Im Anhang ist die gesamte _SitesXmlPullParser.java_




			Dieser Inhalt steht nur eingeloggten Mitgliedern zur Verfügung.
        



Hier rein Posten wäre zu unübersichtlich!
Nicht verwirren lassen wegen der Kommentare, das war ein Beispielcode, den ich mir angepasst habe.


----------



## nay (5. September 2013)

*AW: Android: xmlPullParser getAttributeValue gibt null zurück*

1. es wäre besser wenn du irgendwie Zeilennummern reinbekommen hättest.

Zur Sache:

Ich denke das Problem liegt darin, dass du versuchst Attribute "von" und "bis" aus einem END_TAG auszulesen.

Edit:

2. Warum arbeitest du auf einer so niedrigen Abstraktionsebene?
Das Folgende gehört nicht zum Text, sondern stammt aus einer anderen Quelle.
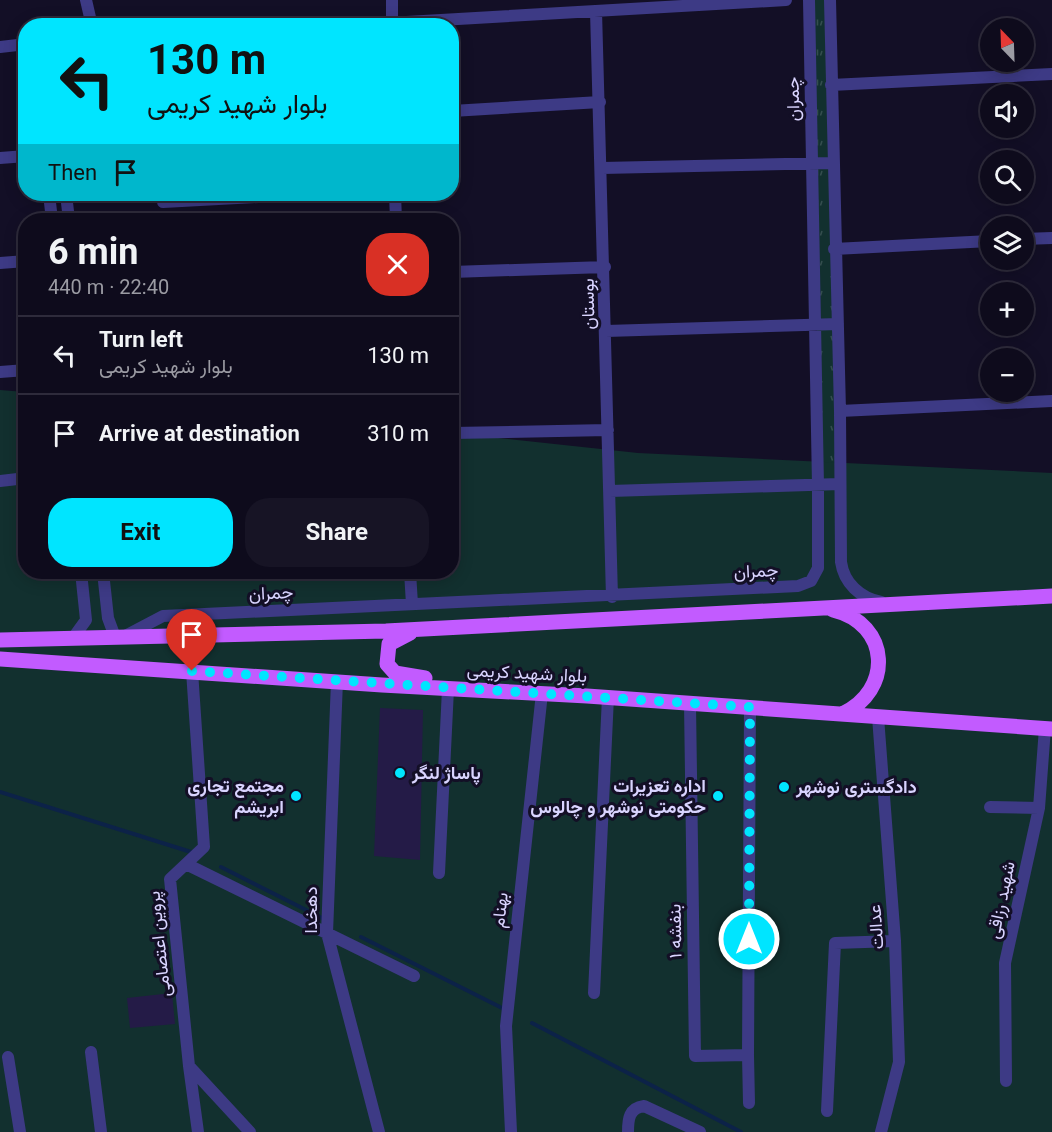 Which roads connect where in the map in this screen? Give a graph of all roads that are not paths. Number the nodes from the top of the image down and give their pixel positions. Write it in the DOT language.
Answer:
graph roads {
  1 [pos="86,0"];
  2 [pos="392,0"];
  3 [pos="786,0"];
  4 [pos="809,0"];
  5 [pos="830,0"];
  6 [pos="596,11"];
  7 [pos="90,18"];
  8 [pos="392,18"];
  9 [pos="459,20"];
  10 [pos="18,45"];
  11 [pos="0,47"];
  12 [pos="1052,74"];
  13 [pos="831,85"];
  14 [pos="600,102"];
  15 [pos="459,111"];
  16 [pos="18,157"];
  17 [pos="0,158"];
  18 [pos="812,163"];
  19 [pos="832,163"];
  20 [pos="602,168"];
  21 [pos="182,201"];
  22 [pos="163,202"];
  23 [pos="1052,238"];
  24 [pos="1034,239"];
  25 [pos="980,242"];
  26 [pos="834,249"];
  27 [pos="18,262"];
  28 [pos="0,263"];
  29 [pos="605,267"];
  30 [pos="459,272"];
  31 [pos="838,324"];
  32 [pos="816,325"];
  33 [pos="606,331"];
  34 [pos="18,371"];
  35 [pos="0,372"];
  36 [pos="1052,401"];
  37 [pos="840,411"];
  38 [pos="608,430"];
  39 [pos="459,433"];
  40 [pos="18,479"];
  41 [pos="0,481"];
  42 [pos="840,484"];
  43 [pos="818,485"];
  44 [pos="610,491"];
  45 [pos="82,579"];
  46 [pos="104,579"];
  47 [pos="410,579"];
  48 [pos="1052,596"];
  49 [pos="612,597"];
  50 [pos="891,603"];
  51 [pos="412,604"];
  52 [pos="818,608"];
  53 [pos="421,629"];
  54 [pos="119,637"];
  55 [pos="73,638"];
  56 [pos="0,640"];
  57 [pos="0,659"];
  58 [pos="192,671"];
  59 [pos="337,681"];
  60 [pos="448,689"];
  61 [pos="482,690"];
  62 [pos="542,693"];
  63 [pos="608,697"];
  64 [pos="690,704"];
  65 [pos="750,707"];
  66 [pos="842,714"];
  67 [pos="878,717"];
  68 [pos="1049,729"];
  69 [pos="990,807"];
  70 [pos="1039,808"];
  71 [pos="186,864"];
  72 [pos="439,873"];
  73 [pos="327,933"];
  74 [pos="895,941"];
  75 [pos="414,976"];
  76 [pos="594,993"];
  77 [pos="91,1052"];
  78 [pos="748,1055"];
  79 [pos="8,1057"];
  80 [pos="189,1066"];
  81 [pos="1006,1081"];
  82 [pos="749,1103"];
  83 [pos="827,1111"];
  84 [pos="628,1126"];
  85 [pos="20,1132"];
  86 [pos="101,1132"];
  87 [pos="198,1132"];
  88 [pos="250,1132"];
  89 [pos="380,1132"];
  90 [pos="511,1132"];
  91 [pos="700,1132"];
  92 [pos="881,1132"];
  1 -- 7 [label="street"];
  2 -- 8 [label="street"];
  3 -- 6 [label="street"];
  4 -- 18 [label="street, چمران"];
  5 -- 13 [label="street"];
  6 -- 9 [label="street"];
  6 -- 14 [label="street, بوستان"];
  10 -- 11 [label="street"];
  12 -- 13 [label="street"];
  13 -- 19 [label="street"];
  14 -- 15 [label="street"];
  14 -- 20 [label="street, بوستان"];
  16 -- 17 [label="street"];
  18 -- 19 [label="street"];
  18 -- 20 [label="street"];
  18 -- 32 [label="street, چمران"];
  19 -- 26 [label="street"];
  20 -- 29 [label="street, بوستان"];
  21 -- 22 [label="street"];
  23 -- 24 [label="street"];
  25 -- 26 [label="street"];
  26 -- 31 [label="street"];
  27 -- 28 [label="street"];
  29 -- 30 [label="street"];
  29 -- 33 [label="street, بوستان"];
  31 -- 32 [label="street"];
  31 -- 37 [label="street"];
  32 -- 33 [label="street"];
  32 -- 43 [label="street, چمران"];
  33 -- 38 [label="street, بوستان"];
  34 -- 35 [label="street"];
  36 -- 37 [label="street"];
  37 -- 42 [label="street"];
  38 -- 39 [label="street"];
  38 -- 44 [label="street, بوستان"];
  40 -- 41 [label="street"];
  42 -- 43 [label="street"];
  42 -- 50 [label="street"];
  43 -- 44 [label="street"];
  43 -- 49 [label="street, چمران"];
  44 -- 49 [label="street, بوستان"];
  45 -- 55 [label="street"];
  46 -- 54 [label="street"];
  47 -- 51 [label="street"];
  48 -- 50 [label="main road"];
  49 -- 51 [label="street, چمران"];
  50 -- 52 [label="main road"];
  51 -- 54 [label="street, چمران"];
  52 -- 53 [label="main road"];
  52 -- 66 [label="main road"];
  53 -- 54 [label="main road"];
  53 -- 61 [label="main road"];
  54 -- 55 [label="main road"];
  55 -- 56 [label="main road"];
  57 -- 58 [label="main road, بلوار شهید کریمی"];
  58 -- 59 [label="main road, بلوار شهید کریمی"];
  58 -- 71 [label="street, پروین اعتصامی"];
  59 -- 60 [label="main road, بلوار شهید کریمی"];
  59 -- 73 [label="street, دهخدا"];
  60 -- 61 [label="main road, بلوار شهید کریمی"];
  60 -- 72 [label="street"];
  61 -- 62 [label="main road, بلوار شهید کریمی"];
  62 -- 63 [label="main road, بلوار شهید کریمی"];
  62 -- 90 [label="street, بهنام"];
  63 -- 64 [label="main road, بلوار شهید کریمی"];
  63 -- 76 [label="street"];
  64 -- 65 [label="main road, بلوار شهید کریمی"];
  64 -- 78 [label="street, بنفشه ۱"];
  65 -- 66 [label="main road, بلوار شهید کریمی"];
  65 -- 78 [label="street"];
  66 -- 67 [label="main road, بلوار شهید کریمی"];
  67 -- 68 [label="main road, بلوار شهید کریمی"];
  67 -- 74 [label="street, عدالت"];
  68 -- 70 [label="street, شهید رزاقی"];
  69 -- 70 [label="street"];
  70 -- 81 [label="street, شهید رزاقی"];
  71 -- 73 [label="street"];
  71 -- 80 [label="street, پروین اعتصامی"];
  73 -- 75 [label="street"];
  73 -- 89 [label="street, دهخدا"];
  74 -- 83 [label="street"];
  74 -- 92 [label="street, عدالت"];
  77 -- 86 [label="street"];
  78 -- 82 [label="street"];
  79 -- 85 [label="street"];
  80 -- 87 [label="street"];
  80 -- 88 [label="street"];
  84 -- 91 [label="street"];
}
Ist der Code überhaupt performance-kritisch? Es gibt doch sicher einfachere Möglichkeiten ein XML auszulesen wie DOM oder so.
Außerdem würde ich nicht alles in eine Funktion packen, sondern z.B. statische Methoden für die Formatierung schreiben. Das XML ist überhaupt nicht kompliziert und du hast da schon so einen Oschi.

Schade, dass Java nicht so eine schöne native XML Integration hat wie C#. In C# würde man mit XML Linq einen Bruchteil des Codes schreiben.


----------



## milesdavis (5. September 2013)

Ich habs jetzt so gelöst, dass ich die XML-Datei umgebaut habe und die Attribute aus <zeit> in <termin> verschoben habe. Das Tag <zeit> brauch ich also nicht mehr.

In php gehts noch einfacher!

Ich hätte mir auch per webview die xml Datei über ein php-Skript auf dem Server schon als fertigen Textstring zurückgeben lassen können....
Aber wo wäre da die Herausforderung gewesen?


----------



## nay (6. September 2013)

*AW: Android: xmlPullParser getAttributeValue gibt null zurück*

Ich glaube nicht, dass für PHP bessere XML Parser gibt als für Java. Ich denke, dass du dir einfach zu viel Arbeit gemacht hast, indem du dich für den XmlPullParser entschieden hast.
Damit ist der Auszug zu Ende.